*Given information*.
○ ○ ○ ○

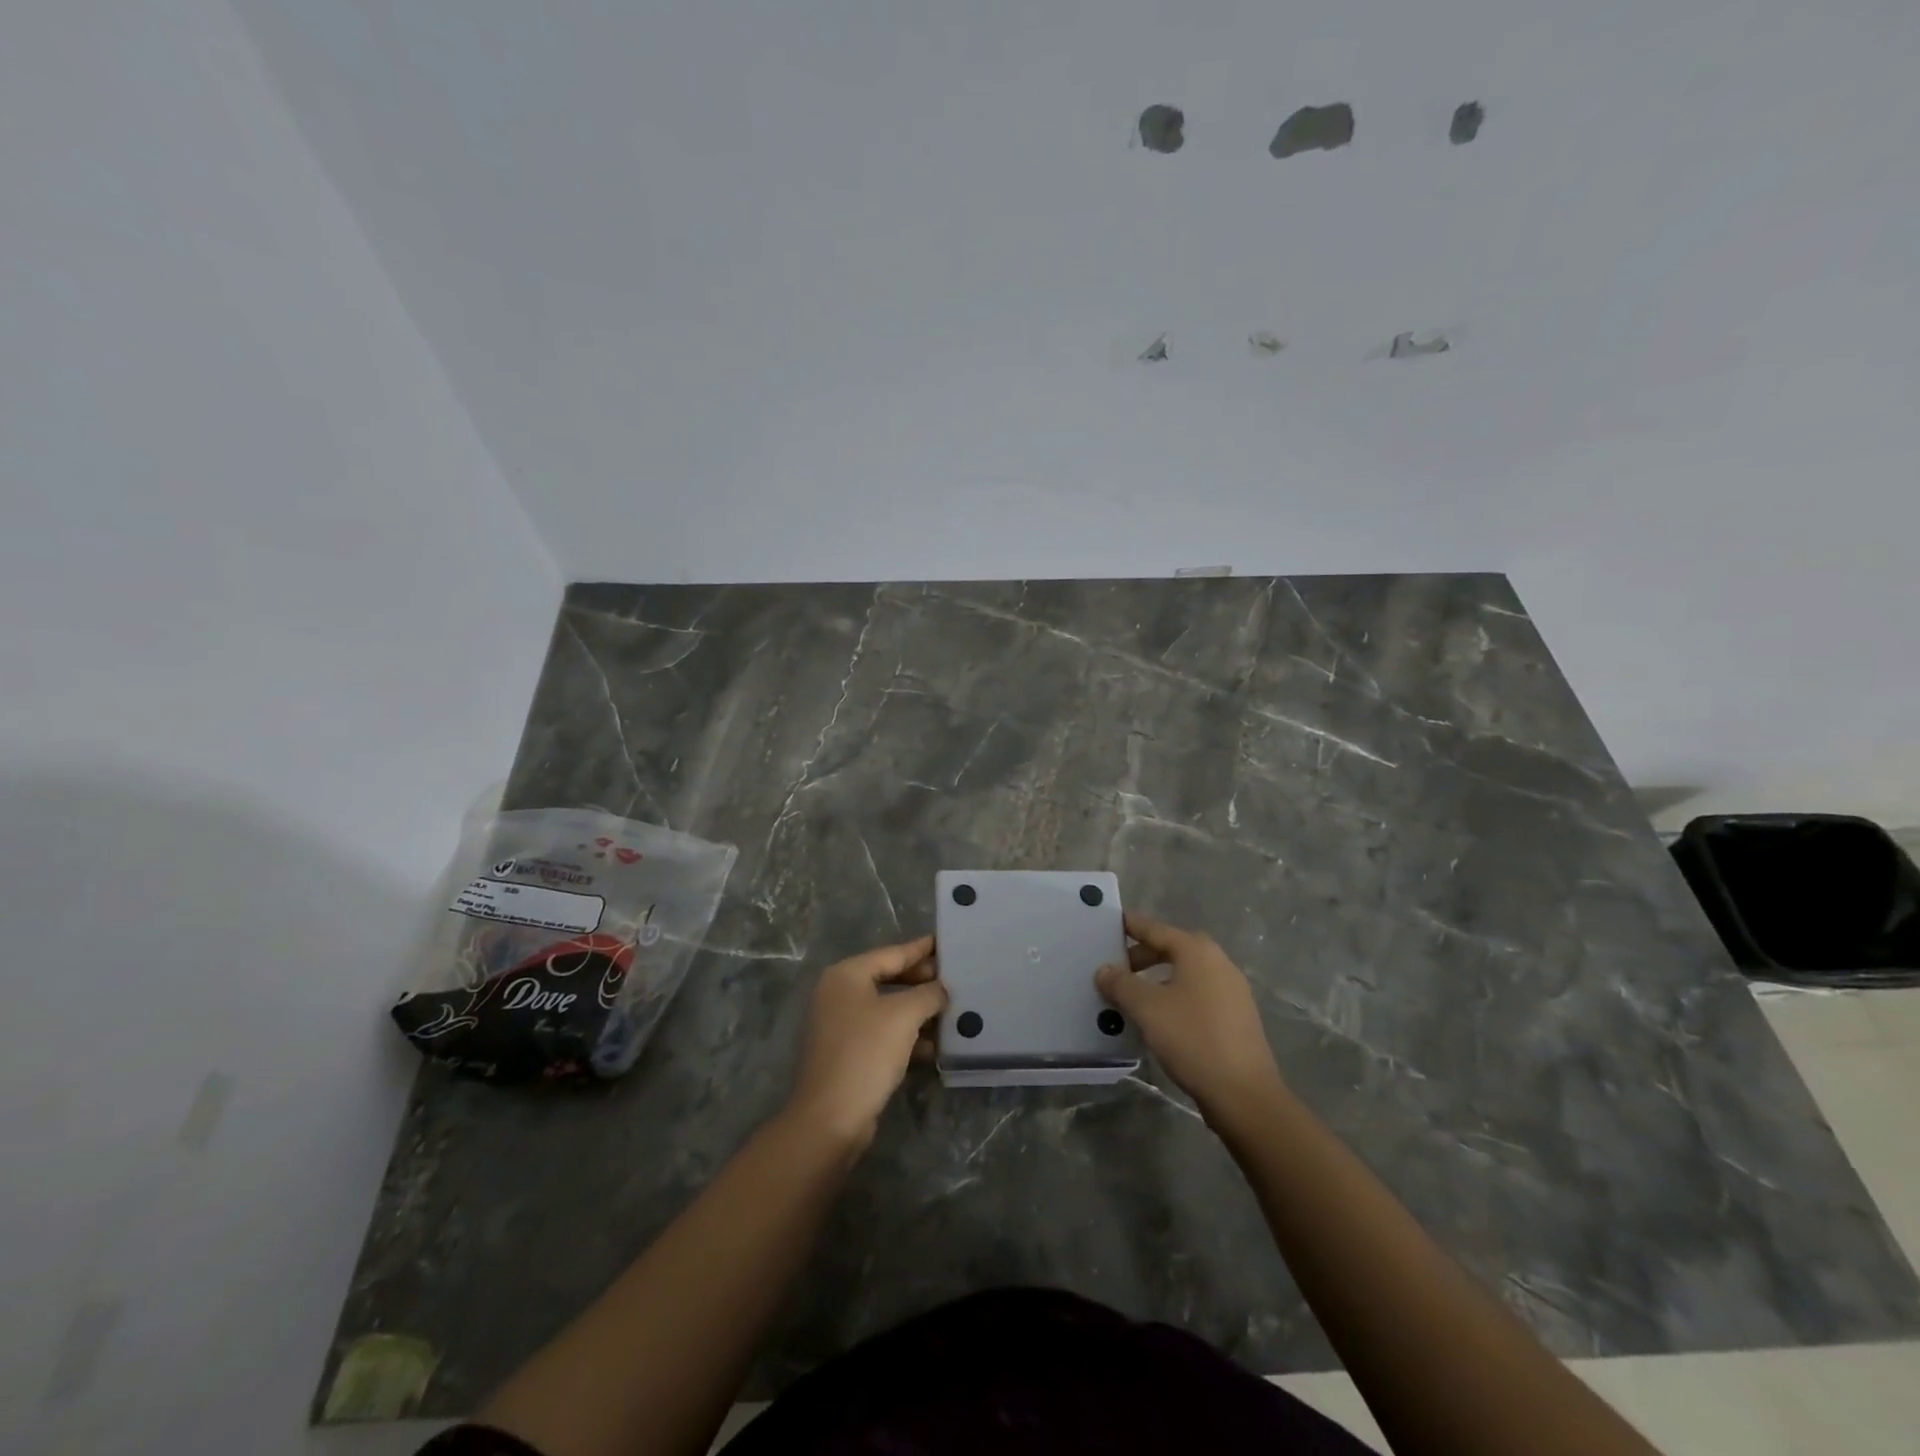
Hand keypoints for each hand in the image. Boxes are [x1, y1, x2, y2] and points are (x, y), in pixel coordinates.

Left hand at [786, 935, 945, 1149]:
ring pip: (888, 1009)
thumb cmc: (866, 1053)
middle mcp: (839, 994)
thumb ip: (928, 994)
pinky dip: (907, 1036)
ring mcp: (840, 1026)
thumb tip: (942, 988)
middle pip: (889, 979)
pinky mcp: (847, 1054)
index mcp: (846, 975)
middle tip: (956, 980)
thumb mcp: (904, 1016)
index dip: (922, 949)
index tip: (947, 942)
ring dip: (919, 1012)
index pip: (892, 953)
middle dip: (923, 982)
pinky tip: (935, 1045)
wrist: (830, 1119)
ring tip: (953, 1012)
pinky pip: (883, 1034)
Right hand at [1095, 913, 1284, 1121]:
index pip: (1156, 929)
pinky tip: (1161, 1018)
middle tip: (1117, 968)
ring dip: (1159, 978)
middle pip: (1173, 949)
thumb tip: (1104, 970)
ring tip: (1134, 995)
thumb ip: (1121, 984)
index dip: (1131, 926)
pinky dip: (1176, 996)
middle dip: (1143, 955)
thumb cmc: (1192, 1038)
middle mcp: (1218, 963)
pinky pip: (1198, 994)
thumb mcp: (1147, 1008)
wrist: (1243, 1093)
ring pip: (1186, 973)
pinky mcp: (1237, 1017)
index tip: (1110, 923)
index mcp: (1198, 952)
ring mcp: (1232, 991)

○ ○ ○ ○

*Task requirements*.
All that is wanted is an exact copy of the lines from the line holding "ring pip: (888, 1009)" through the end of the material above, including both.

*Solved problem*.
ring pip: (888, 1009)
thumb cmc: (866, 1053)
middle mcp: (839, 994)
thumb ip: (928, 994)
pinky dip: (907, 1036)
ring mcp: (840, 1026)
thumb tip: (942, 988)
middle pip: (889, 979)
pinky mcp: (847, 1054)
index mcp: (846, 975)
middle tip: (956, 980)
thumb mcp: (904, 1016)
index dip: (922, 949)
index tip: (947, 942)
ring dip: (919, 1012)
index pip: (892, 953)
middle dip: (923, 982)
pinky tip: (935, 1045)
wrist: (830, 1119)
ring tip: (953, 1012)
pinky pip: (883, 1034)
Right hand at [1095, 913, 1284, 1121]:
index pip: (1156, 929)
pinky tip: (1161, 1018)
middle tip: (1117, 968)
ring dip: (1159, 978)
middle pip: (1173, 949)
thumb tip: (1104, 970)
ring tip: (1134, 995)
thumb ip: (1121, 984)
index dip: (1131, 926)
pinky dip: (1176, 996)
middle dip: (1143, 955)
thumb cmc: (1192, 1038)
middle mcp: (1218, 963)
pinky pip: (1198, 994)
thumb mcp: (1147, 1008)
wrist: (1243, 1093)
ring pip: (1186, 973)
pinky mcp: (1237, 1017)
index tip: (1110, 923)
index mcp: (1198, 952)
ring mcp: (1232, 991)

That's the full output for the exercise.